For a more detailed information on this subject, refer to the this [link](https://learn.microsoft.com/en-us/azure/machine-learning/concept-component?view=azureml-api-2).

To import components,  we need to get the registry. The following command obtains the public regsitry from which we will import components for our experiment.

In [None]:
azureml_preview_registry = MLClient(credential=credential, registry_name="azureml-1p-preview")
print(azureml_preview_registry)

Next, we pull specific components from the corresponding registires and use them to build a pipeline of steps. For the illustration of the finetuning workflow we will use the following components:

| Component name | Description  | Registry name |
|:---|:---|:---|
| **aoai_finetuning**  | Upload dataset to Azure OpenAI, perform finetuning and delete dataset from Azure OpenAI. | _azureml-1p-preview_ |

In [None]:
finetuning_component = azureml_preview_registry.components.get(name="aoai_finetuning")
 
print(f"Data Upload component version: {finetuning_component.version}\n---")

## 5. Data

The component supports three methods of providing training and validation data input:
1. Direct Dataset Provisioning: Users can input data assets directly via the training_file_path and validation_file_path ports. The component will then load the data and upload it to the AOAI resource.
2. Dataset URI Provisioning:  Alternatively, users can provide dataset URIs via the `training_import_path` and `validation_import_path` ports. For this method to work, data should be accesible via GET request to the uri without requiring additional permissions. If the dataset uri is public and does not contains any credentials, user can pass it against the `data_uri` key in the training_import_path/validation_import_path json. However if the uri should not be exposed, users must first upload the data uri to the user workspaces' associated keyvault and then pass key vault key against `keyvault_key_for_data_uri` key in training_import_path/validation_import_path json

Note that exactly one of either `training_file_path` or `training_import_path` must be provided. Providing validation dataset is optional.

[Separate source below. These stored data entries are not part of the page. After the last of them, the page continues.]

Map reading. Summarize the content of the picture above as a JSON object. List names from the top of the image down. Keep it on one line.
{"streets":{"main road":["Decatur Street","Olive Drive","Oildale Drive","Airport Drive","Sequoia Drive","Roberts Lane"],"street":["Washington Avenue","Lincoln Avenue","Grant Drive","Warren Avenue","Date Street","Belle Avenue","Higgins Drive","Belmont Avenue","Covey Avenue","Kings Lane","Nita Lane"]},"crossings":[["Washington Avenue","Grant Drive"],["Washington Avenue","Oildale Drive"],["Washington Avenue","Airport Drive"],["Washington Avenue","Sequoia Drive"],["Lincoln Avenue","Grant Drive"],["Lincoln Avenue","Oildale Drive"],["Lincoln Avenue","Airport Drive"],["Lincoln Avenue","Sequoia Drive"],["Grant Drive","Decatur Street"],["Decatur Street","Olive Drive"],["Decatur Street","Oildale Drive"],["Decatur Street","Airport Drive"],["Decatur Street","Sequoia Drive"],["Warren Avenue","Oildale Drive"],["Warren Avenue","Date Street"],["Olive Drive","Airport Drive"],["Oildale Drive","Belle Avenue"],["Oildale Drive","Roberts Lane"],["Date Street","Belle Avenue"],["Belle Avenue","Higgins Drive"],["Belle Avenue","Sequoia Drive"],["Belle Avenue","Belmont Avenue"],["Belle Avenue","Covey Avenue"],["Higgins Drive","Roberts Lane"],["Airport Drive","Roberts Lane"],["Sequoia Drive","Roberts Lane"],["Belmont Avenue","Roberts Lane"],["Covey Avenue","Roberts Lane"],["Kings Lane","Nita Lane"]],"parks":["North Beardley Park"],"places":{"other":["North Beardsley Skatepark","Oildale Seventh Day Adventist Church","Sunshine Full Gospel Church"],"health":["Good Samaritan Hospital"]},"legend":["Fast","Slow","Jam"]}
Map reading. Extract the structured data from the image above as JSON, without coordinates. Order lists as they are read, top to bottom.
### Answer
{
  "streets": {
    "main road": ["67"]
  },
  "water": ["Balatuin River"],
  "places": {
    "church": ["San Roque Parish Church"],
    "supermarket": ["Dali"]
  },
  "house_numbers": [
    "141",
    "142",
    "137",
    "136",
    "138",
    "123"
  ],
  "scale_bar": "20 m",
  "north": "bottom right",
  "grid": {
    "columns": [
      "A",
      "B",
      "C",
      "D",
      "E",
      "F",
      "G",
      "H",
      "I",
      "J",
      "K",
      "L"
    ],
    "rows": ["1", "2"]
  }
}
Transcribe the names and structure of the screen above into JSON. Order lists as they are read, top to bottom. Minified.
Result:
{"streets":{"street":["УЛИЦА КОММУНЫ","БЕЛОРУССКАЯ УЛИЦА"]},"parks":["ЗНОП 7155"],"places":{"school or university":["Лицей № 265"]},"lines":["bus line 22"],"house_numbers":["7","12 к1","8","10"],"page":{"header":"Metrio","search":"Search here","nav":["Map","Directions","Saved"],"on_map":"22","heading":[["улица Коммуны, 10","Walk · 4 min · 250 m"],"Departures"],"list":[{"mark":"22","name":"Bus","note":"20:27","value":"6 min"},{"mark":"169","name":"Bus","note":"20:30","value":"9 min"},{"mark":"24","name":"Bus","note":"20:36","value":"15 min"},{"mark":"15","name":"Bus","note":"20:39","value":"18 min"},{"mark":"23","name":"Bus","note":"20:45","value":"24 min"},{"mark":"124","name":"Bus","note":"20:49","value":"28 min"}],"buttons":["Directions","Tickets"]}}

Along with `training_file_path` user can provide `validation_file_path`. If the latter is not provided, the training dataset will be automatically split in an 80:20 ratio to create validation data.

Along with `training_import_path`, user can provide `validation_import_path`. In the import_path json exactly one of the fields `data_uri` or `keyvault_key_for_data_uri` must be present. Since data is not loaded in component in case uri is provided, training data will not be split in the absence of validation_import_path

In the next cell we define train and validation data which will be used to fine-tune an AOAI model.

In [None]:
training_file_path = ml_client.data.get(name="aoai_finetune_train", version="1")
validation_file_path = ml_client.data.get(name="aoai_finetune_validation", version="1")

Alternatively we can also define training_import_path and validation_import_path

In [None]:
training_import_path = ml_client.data.get(name="training_import_path", version="1")
validation_import_path = ml_client.data.get(name="training_import_path", version="1")

If the import_path uri file is not present in the data assets of the workspace or registry, we can create it and upload it. Alternatively it can be created as output of some other component running before finetuning component in the pipeline.

Following cell contains ways to create training_import_path and validation_import_path, user can choose to provide data uri or key based on their use-case

In [None]:
import json
# training_import_path containing data uri
training_uri = {
    "data_uri": "https://example.com/data"
}

# training_import_path containing keyvault key for data uri 
#training_uri = {
#    "keyvault_key_for_data_uri": "dummy_key"
#}

# Define file paths to save JSON files
training_import_path = "C:\\Users\\chiragbhatt\\Desktop\\proxy_components\\training_import_path.json"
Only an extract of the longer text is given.